One exception to this particular examination of monotheistic religions having sacred writings is, of course, Hinduism. The sacred writings of Hinduism, however, are more the exponents of liturgy, philosophy and meditation techniques, as well as embodying many religious myths and stories that are assiduously kept bounded in that wondrous domain. What Hinduism doesn’t have is a historical narrative of a single absolute deity intermixed with various associated absolute religious truths disguised as laws. Perhaps the most salient point that the religion of Hinduism makes is that there are a myriad of deities everywhere and no actual absolute truth, but many great truths bound together within the various cultic religious centers. Hinduism might be a good representative of what western polytheism would ultimately achieve if it continues for the next several centuries. While sacred writings are important to Hinduism, the foundation for that religion is to be found in the various shrines and religious cultic centers where the presence of deity is maintained at all times.   
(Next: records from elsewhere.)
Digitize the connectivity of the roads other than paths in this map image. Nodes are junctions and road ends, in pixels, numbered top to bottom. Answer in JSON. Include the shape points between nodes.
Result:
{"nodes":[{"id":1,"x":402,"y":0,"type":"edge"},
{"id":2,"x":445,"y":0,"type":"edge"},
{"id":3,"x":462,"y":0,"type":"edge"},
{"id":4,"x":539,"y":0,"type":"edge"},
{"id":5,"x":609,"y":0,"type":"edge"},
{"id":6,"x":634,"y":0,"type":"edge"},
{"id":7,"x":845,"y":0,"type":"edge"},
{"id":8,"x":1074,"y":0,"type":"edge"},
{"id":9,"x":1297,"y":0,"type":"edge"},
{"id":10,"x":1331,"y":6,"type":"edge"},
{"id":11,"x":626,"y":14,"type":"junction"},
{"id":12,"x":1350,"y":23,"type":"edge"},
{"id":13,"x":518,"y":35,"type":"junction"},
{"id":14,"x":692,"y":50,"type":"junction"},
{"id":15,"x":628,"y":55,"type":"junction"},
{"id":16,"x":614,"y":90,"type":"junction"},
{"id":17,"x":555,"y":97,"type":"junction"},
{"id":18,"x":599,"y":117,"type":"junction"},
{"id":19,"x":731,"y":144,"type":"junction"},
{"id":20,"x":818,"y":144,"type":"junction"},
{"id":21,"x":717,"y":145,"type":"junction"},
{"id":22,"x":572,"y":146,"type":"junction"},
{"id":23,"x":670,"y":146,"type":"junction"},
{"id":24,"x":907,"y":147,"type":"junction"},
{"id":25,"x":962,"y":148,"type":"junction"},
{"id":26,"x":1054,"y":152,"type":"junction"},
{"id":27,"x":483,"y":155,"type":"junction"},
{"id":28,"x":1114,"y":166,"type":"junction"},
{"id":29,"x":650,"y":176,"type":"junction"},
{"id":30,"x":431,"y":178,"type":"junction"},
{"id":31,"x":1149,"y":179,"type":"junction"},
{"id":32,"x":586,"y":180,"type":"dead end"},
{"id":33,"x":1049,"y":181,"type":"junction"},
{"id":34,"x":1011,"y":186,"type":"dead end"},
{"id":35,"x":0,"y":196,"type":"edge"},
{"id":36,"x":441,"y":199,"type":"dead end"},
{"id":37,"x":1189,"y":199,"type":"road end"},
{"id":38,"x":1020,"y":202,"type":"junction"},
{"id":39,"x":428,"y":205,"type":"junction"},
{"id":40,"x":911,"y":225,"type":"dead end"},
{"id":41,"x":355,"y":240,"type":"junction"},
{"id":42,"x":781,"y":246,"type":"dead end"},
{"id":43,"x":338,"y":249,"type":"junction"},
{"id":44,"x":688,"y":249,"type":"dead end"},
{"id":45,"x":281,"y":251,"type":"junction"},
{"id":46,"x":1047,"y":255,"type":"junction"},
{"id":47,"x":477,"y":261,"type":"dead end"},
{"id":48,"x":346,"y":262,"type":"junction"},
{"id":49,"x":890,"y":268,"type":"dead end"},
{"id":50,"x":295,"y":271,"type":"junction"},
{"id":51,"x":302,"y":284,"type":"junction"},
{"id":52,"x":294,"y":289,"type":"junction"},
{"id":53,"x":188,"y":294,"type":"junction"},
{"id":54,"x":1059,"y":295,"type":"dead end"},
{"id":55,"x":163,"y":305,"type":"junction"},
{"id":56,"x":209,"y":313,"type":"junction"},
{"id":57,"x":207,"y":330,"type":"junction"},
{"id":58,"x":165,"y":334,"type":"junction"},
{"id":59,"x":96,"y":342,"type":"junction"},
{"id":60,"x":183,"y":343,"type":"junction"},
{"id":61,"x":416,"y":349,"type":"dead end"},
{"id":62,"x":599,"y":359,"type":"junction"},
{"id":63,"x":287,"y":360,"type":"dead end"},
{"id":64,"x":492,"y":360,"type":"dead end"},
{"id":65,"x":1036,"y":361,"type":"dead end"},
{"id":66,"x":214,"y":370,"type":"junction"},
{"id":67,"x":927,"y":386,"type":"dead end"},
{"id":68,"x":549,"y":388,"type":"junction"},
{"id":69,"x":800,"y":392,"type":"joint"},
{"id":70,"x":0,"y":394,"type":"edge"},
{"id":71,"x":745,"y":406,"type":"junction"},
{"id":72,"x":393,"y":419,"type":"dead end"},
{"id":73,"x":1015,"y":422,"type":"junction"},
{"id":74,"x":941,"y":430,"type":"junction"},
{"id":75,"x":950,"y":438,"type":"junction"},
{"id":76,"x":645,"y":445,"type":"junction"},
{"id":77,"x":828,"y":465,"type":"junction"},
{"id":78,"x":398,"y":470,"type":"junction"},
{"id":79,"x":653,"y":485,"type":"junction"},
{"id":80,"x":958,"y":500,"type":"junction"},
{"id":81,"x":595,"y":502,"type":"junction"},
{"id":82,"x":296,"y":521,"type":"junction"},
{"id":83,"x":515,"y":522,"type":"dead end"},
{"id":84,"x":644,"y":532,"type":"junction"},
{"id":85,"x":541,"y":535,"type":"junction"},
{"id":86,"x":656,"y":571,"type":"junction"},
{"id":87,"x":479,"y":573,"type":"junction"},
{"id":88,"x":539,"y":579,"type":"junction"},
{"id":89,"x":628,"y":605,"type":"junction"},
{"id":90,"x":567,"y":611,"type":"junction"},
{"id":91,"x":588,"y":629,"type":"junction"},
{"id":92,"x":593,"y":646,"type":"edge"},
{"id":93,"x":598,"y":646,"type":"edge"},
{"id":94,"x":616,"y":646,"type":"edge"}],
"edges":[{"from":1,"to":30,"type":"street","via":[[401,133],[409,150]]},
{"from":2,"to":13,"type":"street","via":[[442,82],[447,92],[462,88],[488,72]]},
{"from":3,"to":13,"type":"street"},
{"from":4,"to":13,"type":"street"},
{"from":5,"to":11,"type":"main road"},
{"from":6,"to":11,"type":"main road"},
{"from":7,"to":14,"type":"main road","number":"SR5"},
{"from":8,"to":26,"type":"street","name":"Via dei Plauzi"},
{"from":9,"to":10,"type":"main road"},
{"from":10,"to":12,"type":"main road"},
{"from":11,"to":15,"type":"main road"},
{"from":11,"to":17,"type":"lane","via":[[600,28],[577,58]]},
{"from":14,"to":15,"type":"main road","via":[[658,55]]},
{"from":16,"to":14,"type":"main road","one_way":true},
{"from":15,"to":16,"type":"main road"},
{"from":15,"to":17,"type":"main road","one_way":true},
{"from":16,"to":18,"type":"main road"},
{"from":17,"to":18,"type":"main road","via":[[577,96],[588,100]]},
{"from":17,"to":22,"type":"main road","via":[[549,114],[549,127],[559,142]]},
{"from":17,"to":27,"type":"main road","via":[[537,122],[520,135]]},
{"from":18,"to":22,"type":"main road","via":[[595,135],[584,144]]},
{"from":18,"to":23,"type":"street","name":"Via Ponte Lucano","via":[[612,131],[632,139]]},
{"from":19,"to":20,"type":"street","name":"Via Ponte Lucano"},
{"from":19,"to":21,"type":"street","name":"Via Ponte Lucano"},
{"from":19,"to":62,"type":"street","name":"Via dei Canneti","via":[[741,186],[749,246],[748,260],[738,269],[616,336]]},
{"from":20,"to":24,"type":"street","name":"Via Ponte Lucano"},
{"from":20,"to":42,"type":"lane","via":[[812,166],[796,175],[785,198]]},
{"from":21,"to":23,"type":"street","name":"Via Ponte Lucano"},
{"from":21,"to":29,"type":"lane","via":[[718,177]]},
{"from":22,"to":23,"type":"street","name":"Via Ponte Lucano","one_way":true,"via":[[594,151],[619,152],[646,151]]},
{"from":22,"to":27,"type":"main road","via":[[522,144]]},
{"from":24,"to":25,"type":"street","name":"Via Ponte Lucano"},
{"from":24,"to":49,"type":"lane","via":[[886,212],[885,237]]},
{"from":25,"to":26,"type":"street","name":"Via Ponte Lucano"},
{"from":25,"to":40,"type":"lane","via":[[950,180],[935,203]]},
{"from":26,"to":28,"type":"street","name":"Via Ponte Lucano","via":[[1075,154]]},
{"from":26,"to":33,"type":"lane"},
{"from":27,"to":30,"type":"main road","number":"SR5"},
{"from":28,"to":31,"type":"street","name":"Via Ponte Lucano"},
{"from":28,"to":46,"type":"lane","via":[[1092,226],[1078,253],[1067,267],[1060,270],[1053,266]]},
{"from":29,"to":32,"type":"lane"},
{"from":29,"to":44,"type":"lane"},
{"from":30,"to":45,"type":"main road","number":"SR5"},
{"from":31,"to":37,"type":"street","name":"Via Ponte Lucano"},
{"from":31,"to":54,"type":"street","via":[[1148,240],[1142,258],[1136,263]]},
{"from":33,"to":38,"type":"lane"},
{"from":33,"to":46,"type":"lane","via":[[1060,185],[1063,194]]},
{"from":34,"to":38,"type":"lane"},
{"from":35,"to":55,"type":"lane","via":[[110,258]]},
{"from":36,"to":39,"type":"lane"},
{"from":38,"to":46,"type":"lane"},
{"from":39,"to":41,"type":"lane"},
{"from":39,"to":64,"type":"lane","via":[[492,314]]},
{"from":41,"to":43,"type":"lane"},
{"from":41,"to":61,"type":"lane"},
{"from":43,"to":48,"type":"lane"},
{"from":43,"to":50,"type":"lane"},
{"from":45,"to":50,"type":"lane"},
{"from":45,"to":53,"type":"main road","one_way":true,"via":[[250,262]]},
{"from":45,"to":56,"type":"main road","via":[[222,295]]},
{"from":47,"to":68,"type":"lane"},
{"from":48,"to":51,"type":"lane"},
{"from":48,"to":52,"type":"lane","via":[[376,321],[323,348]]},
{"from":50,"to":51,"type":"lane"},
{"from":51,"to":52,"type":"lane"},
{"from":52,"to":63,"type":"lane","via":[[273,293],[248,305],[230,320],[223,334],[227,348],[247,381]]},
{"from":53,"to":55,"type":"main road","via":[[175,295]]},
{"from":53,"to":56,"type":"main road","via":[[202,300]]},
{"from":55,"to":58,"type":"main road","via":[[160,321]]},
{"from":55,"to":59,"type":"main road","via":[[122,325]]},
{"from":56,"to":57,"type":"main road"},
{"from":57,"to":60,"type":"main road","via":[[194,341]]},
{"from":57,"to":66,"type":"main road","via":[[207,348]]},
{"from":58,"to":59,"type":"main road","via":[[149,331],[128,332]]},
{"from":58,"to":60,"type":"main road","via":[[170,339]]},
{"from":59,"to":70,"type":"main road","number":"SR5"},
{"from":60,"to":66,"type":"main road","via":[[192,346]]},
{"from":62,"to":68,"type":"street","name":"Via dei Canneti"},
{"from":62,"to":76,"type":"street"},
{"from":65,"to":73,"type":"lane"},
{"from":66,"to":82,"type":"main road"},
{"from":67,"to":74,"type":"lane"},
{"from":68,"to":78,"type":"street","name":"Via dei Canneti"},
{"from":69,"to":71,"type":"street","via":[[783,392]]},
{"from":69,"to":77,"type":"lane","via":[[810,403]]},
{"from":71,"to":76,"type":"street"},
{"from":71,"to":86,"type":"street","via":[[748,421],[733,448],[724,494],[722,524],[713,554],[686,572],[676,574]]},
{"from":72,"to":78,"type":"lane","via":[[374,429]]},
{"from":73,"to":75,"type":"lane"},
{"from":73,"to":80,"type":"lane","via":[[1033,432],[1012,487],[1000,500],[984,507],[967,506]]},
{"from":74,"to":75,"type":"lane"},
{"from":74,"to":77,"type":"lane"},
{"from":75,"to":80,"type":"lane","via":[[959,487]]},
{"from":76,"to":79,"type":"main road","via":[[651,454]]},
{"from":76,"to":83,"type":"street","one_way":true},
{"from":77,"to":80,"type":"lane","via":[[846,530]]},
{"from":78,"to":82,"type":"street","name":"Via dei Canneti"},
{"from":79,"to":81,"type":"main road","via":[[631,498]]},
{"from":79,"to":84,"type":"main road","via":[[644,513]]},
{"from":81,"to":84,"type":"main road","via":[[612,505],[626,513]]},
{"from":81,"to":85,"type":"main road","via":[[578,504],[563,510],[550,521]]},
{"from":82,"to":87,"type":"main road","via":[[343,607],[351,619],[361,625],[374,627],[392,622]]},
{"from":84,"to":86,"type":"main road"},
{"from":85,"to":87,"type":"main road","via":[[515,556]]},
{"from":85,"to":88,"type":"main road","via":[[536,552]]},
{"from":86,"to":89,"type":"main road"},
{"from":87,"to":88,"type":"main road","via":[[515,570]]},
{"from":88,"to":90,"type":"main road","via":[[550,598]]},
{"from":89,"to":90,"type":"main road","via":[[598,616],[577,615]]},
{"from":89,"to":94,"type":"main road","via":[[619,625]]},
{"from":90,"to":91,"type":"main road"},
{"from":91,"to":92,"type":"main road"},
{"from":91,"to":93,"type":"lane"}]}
Getting back to the theme of this article, I have made the point that monotheism relies on sacred writings and represents a spiritual break from or antithesis to the status quo. I have also stated that I have rejected the absolute qualities of the theology and canon of such religions, since they would seek to cancel out the truths that I possess based on personal experience with my Deities. If religious tolerance is to be maintained then those who are not part of a religion must reject these stated absolute truths and instead declare that they are actually relative. Taking this kind of stand makes me an outlier to all forms and creeds of monotheism. It also makes me a reluctant Thelemite.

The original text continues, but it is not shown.